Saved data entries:
────────────────────

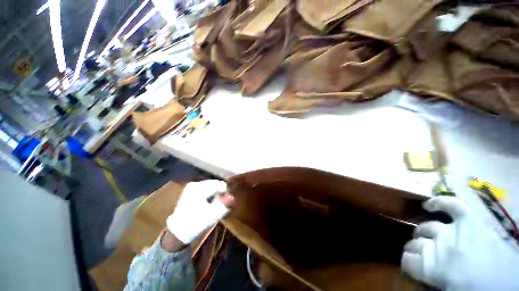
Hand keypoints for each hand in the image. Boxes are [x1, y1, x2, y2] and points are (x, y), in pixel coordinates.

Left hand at [166, 180, 233, 243]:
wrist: (178, 231)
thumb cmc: (195, 224)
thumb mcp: (212, 215)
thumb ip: (223, 204)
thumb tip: (233, 196)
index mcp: (198, 189)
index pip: (219, 185)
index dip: (226, 192)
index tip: (227, 201)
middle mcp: (195, 184)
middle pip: (215, 183)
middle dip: (220, 192)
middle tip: (221, 203)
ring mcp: (191, 186)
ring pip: (211, 185)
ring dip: (216, 192)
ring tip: (215, 203)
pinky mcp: (190, 189)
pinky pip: (206, 187)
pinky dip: (210, 193)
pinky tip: (209, 201)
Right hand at [401, 196, 518, 289]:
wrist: (505, 284)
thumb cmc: (476, 288)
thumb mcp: (449, 289)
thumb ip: (432, 278)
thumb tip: (421, 273)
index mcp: (433, 269)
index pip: (407, 261)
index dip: (407, 262)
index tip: (410, 266)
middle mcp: (437, 248)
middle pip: (415, 243)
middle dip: (415, 248)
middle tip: (421, 254)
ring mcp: (453, 233)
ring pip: (424, 229)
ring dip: (422, 234)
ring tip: (425, 238)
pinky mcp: (469, 222)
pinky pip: (452, 206)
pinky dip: (439, 204)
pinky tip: (428, 205)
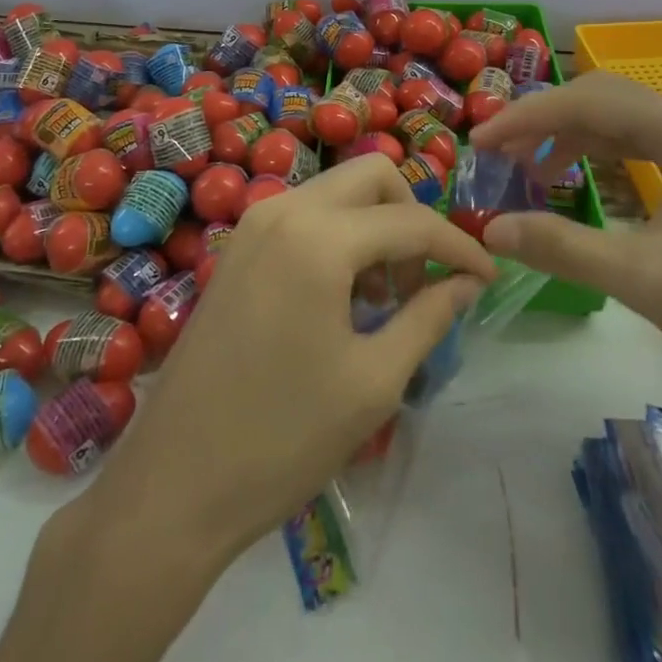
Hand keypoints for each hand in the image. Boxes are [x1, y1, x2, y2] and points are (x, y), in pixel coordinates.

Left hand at [94, 154, 495, 561]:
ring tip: (382, 300)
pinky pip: (305, 215)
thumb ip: (428, 316)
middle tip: (421, 283)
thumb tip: (466, 281)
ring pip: (337, 192)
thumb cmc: (282, 438)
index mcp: (319, 237)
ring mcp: (254, 224)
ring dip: (374, 226)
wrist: (174, 484)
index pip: (412, 221)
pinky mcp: (238, 247)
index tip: (488, 278)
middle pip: (372, 177)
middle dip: (411, 217)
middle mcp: (284, 210)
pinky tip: (341, 297)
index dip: (459, 246)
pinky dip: (339, 236)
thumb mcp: (373, 381)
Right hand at [470, 72, 661, 397]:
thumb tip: (489, 229)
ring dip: (569, 132)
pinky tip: (575, 175)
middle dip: (544, 118)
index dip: (525, 118)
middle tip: (498, 151)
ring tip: (526, 165)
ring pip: (620, 117)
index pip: (586, 103)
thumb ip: (562, 248)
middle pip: (601, 97)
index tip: (480, 143)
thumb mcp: (641, 280)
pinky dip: (598, 150)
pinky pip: (640, 141)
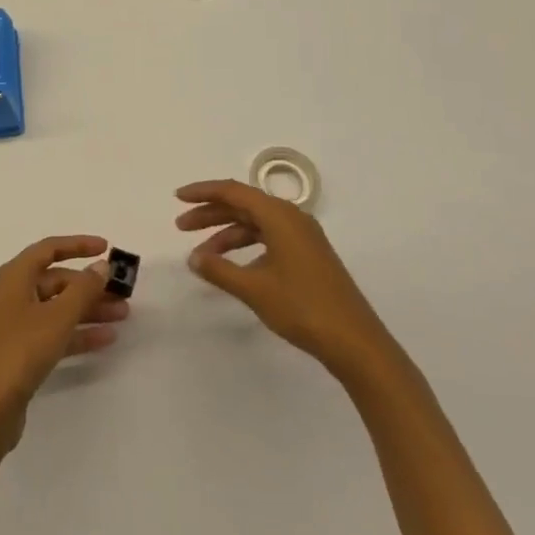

────────────────────

Pictures are to be left out; all else in the entries above is to be quoted exactly.

■ Answer box
Hand keypoints for each hand in the image. Boxes are [x1, y1, x2, y2] and points are (x, y), in pixel coordinates.

Left hand at [166, 180, 233, 243]:
wrist: (178, 231)
thumb cmc: (195, 224)
thumb mcp: (212, 215)
thumb ip: (223, 204)
thumb tip: (233, 196)
index mcp: (198, 189)
index pip: (219, 185)
index dip: (226, 192)
index tip: (227, 201)
middle mcp: (195, 184)
middle pip: (215, 183)
middle dip: (220, 192)
middle tip: (221, 203)
ring mcp: (191, 186)
ring pip: (211, 185)
ring dip: (216, 192)
ring tip: (215, 203)
pinky mcp: (190, 189)
pinky pip: (206, 187)
pinky dip: (210, 193)
pinky tip: (209, 201)
Right hand at [401, 196, 518, 289]:
wrist: (505, 284)
thumb cmc: (476, 288)
thumb mcp: (449, 289)
thumb ip: (432, 278)
thumb tip: (421, 273)
index mcp: (433, 269)
index pip: (407, 261)
index dip: (407, 262)
index tip: (410, 266)
middle mcp: (437, 248)
middle pip: (415, 243)
middle dip: (415, 248)
middle tip: (421, 254)
ring mcp: (453, 233)
ring pip: (424, 229)
ring dip: (422, 234)
ring tip: (425, 238)
pinky mcp: (469, 222)
pinky pip: (452, 206)
pinky dip: (439, 204)
pinky tip: (428, 205)
Hand keypoints for each hand in the image. Boxes are [x1, y1, x2, y2] and points are (x, y), in pixel coordinates.

Left hand at [94, 154, 495, 561]:
ring tip: (382, 300)
pinky pip: (305, 215)
thumb ip: (428, 316)
middle tip: (421, 283)
thumb tip: (466, 281)
ring pip: (337, 192)
thumb cmc: (282, 438)
index mcp: (319, 237)
ring mcp: (254, 224)
ring dip: (374, 226)
wrist: (174, 484)
index pip: (412, 221)
pinky mcp: (238, 247)
index tip: (488, 278)
middle pip: (372, 177)
middle dip: (411, 217)
middle mcp: (284, 210)
pinky tip: (341, 297)
index dip: (459, 246)
pinky dip: (339, 236)
thumb mcp: (373, 381)
Right hand at [470, 72, 661, 397]:
thumb tip: (489, 229)
ring dip: (569, 132)
pinky tip: (575, 175)
middle dip: (544, 118)
index dip: (525, 118)
middle tip: (498, 151)
ring tip: (526, 165)
ring pip: (620, 117)
index pip: (586, 103)
thumb ip: (562, 248)
middle pip: (601, 97)
index tip: (480, 143)
thumb mcp: (641, 280)
pinky dip: (598, 150)
pinky pip: (640, 141)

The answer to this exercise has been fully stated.